The good news is that these are all unforced errors. A project incurs little or no extra cost by avoiding them in the simplest way possible: by running the project in the open from Day One.

“In the open” means the following things are publicly accessible, in standard formats, from the first day of the project: the code repository, bug tracker, design documents, user documentation, wiki, and developer discussion forums. It also means the code and documentation are placed under an open source license, of course. It also means your team’s day-to-day work takes place in the publicly visible area (except for sensitive configuration data and the like — that of course stays behind your firewall).

“In the open” does not have to mean: allowing strangers to check code into your repository (they’re free to copy it into their own repository, if they want, and work with it there); allowing anyone to file bug reports in your tracker (you’re free to choose your own QA process, and if allowing reports from strangers doesn’t help you, you don’t have to do it); reading and responding to every bug report filed, even if you do allow strangers to file; responding to every question people ask in the forums (even if you moderate them through); reviewing every patch or suggestion posted, when doing so may cost valuable development time; etc.

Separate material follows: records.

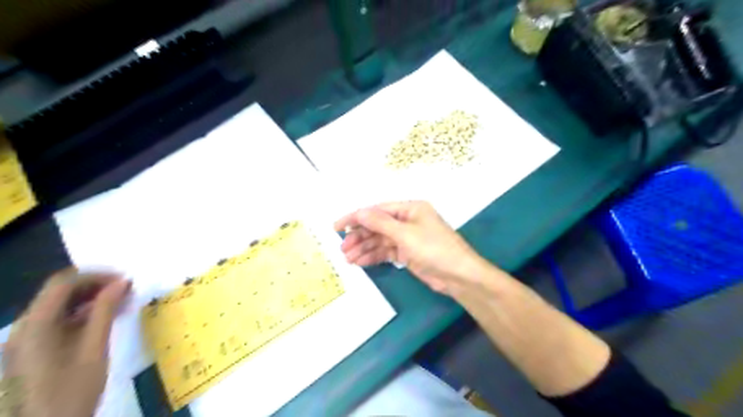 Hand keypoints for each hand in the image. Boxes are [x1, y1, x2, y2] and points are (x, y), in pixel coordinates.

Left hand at [2, 269, 129, 414]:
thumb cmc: (72, 390)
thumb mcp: (94, 348)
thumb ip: (105, 311)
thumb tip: (121, 282)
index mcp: (34, 326)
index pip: (62, 284)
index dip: (96, 275)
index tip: (126, 280)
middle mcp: (24, 328)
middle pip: (59, 292)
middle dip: (96, 285)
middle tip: (128, 290)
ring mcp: (26, 340)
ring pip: (60, 306)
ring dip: (92, 299)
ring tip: (122, 302)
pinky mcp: (33, 350)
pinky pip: (59, 321)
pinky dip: (84, 314)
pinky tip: (106, 318)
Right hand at [335, 200, 487, 293]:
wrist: (459, 276)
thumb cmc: (434, 248)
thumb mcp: (405, 234)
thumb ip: (380, 223)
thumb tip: (359, 212)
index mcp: (409, 208)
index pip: (377, 210)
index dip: (356, 217)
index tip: (337, 227)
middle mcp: (407, 220)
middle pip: (377, 226)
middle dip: (359, 237)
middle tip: (343, 249)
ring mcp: (407, 238)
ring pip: (380, 240)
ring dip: (364, 248)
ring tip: (348, 259)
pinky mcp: (407, 253)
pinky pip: (386, 252)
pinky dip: (374, 257)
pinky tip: (360, 263) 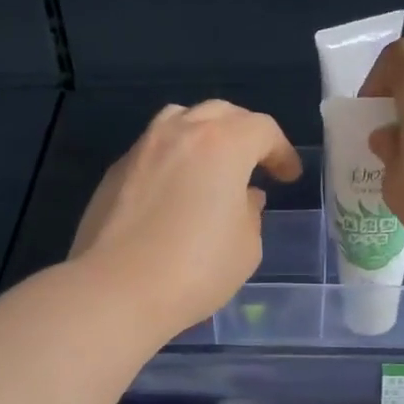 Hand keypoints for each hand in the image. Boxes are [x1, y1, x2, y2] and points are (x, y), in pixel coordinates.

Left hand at [69, 99, 301, 338]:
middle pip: (220, 114)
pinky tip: (175, 190)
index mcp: (222, 144)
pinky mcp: (114, 172)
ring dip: (203, 135)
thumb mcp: (245, 248)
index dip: (281, 151)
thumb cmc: (195, 270)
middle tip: (255, 163)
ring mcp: (142, 149)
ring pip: (179, 120)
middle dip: (244, 133)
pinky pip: (153, 150)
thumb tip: (243, 197)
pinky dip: (173, 159)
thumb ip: (250, 214)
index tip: (288, 177)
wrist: (116, 290)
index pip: (262, 130)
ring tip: (211, 165)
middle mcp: (179, 133)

Think of it this way: you’re open sourcing the code, not your developers’ time. One of those resources is infinite, the other is not. You’ll have to determine whether engaging with outside users and developers makes sense for your project or not. In the long run it usually does, and later posts here will talk about how to do that. But the important thing is, it’s all under your control. Developing in the open does not change your degree of control over the project, it just ensures that everything you do is, by definition, done in a way that’s compatible with being open source. And you get that for free.

(For those who wonder why this only applies to government software: it doesn’t. But businesses sometimes have competitive reasons to stay closed until the first release, even if they intend for the project to be open source in the long run. The topic of for-profit businesses running open source projects is a whole other discussion.)

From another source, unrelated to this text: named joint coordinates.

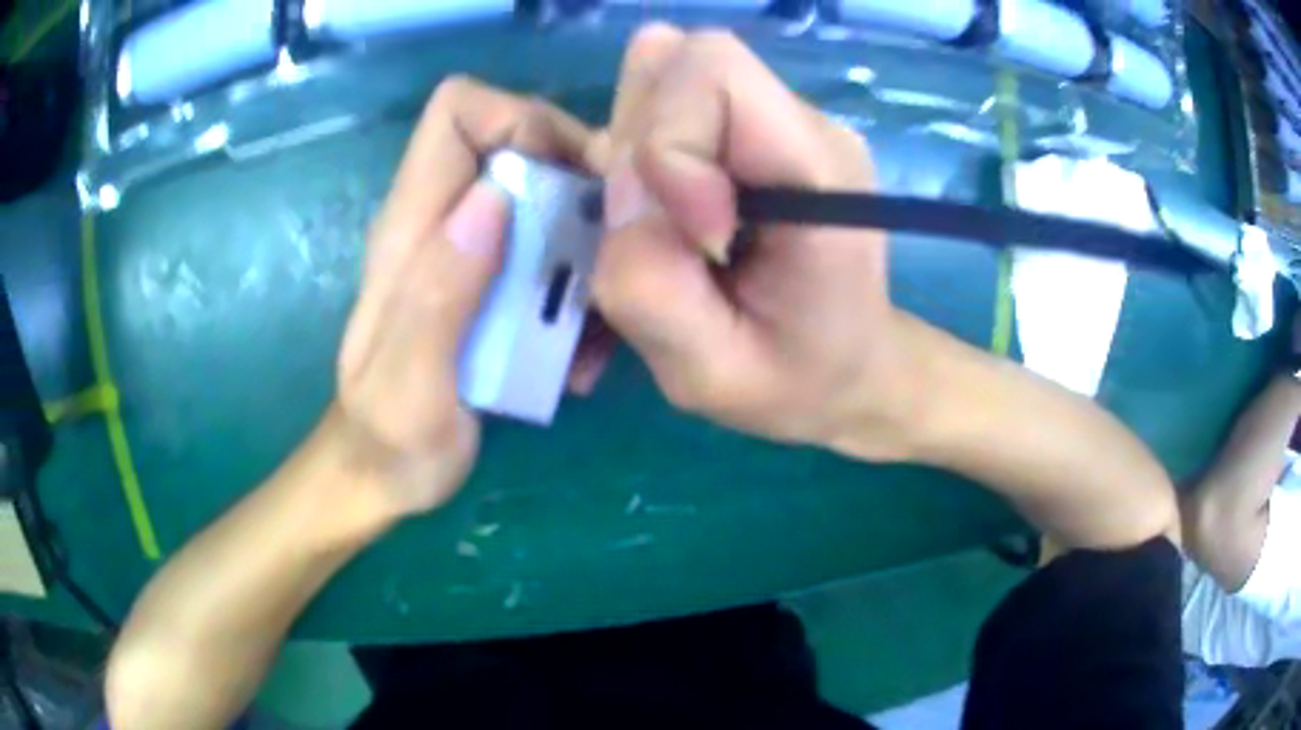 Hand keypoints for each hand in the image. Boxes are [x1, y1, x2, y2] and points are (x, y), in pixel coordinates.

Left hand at [335, 77, 596, 518]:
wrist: (385, 473)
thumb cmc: (391, 440)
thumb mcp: (410, 385)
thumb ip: (438, 294)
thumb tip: (492, 197)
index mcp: (410, 227)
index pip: (458, 111)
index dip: (520, 120)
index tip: (566, 180)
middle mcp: (440, 219)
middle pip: (516, 136)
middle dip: (575, 172)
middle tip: (611, 242)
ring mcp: (468, 246)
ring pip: (544, 186)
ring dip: (588, 228)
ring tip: (601, 304)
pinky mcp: (491, 276)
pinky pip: (552, 239)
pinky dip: (582, 270)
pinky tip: (584, 335)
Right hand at [592, 27, 921, 458]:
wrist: (850, 369)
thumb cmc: (796, 382)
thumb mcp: (707, 373)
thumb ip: (647, 285)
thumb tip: (617, 190)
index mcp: (819, 171)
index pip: (714, 68)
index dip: (668, 139)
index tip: (690, 232)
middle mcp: (804, 125)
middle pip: (681, 62)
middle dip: (641, 143)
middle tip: (661, 229)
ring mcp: (781, 123)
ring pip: (667, 80)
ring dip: (639, 153)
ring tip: (669, 228)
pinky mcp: (755, 133)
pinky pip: (672, 107)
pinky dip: (647, 156)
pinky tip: (674, 216)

If you want your software to be on-time, feature-complete, on-budget, and open-source, then just develop it the way you normally would, but with everything open source from the start. You’ll be glad you did.

About Karl Fogel

See http://www.red-bean.com/kfogel for more information.
  • http://learn.theartofjoomla.com Andrew Eddie

    Great article Karl. I also try to practice putting commercial work built on a FOSS base (in my case Joomla!) “out there” from day one if the client is willing as well. Once the project is finished someone might just stumble upon it and find it useful, impossible if it’s just gathering dust on a backup DVD :)

    Really admire your work. Hopefully we’ll bump into each other at conference one day and can share a beer.

  • http://civiccommons.org/ Karl Fogel

    Hey, Andrew — likewise, and thanks for the comment. It’s great that you manage to do this even with private sector work.

    Interestingly, I have sometimes found that the “someone” who stumbles across the work years later is either myself or the client :-) . We may forget, for a time, but the Internet cannot forget.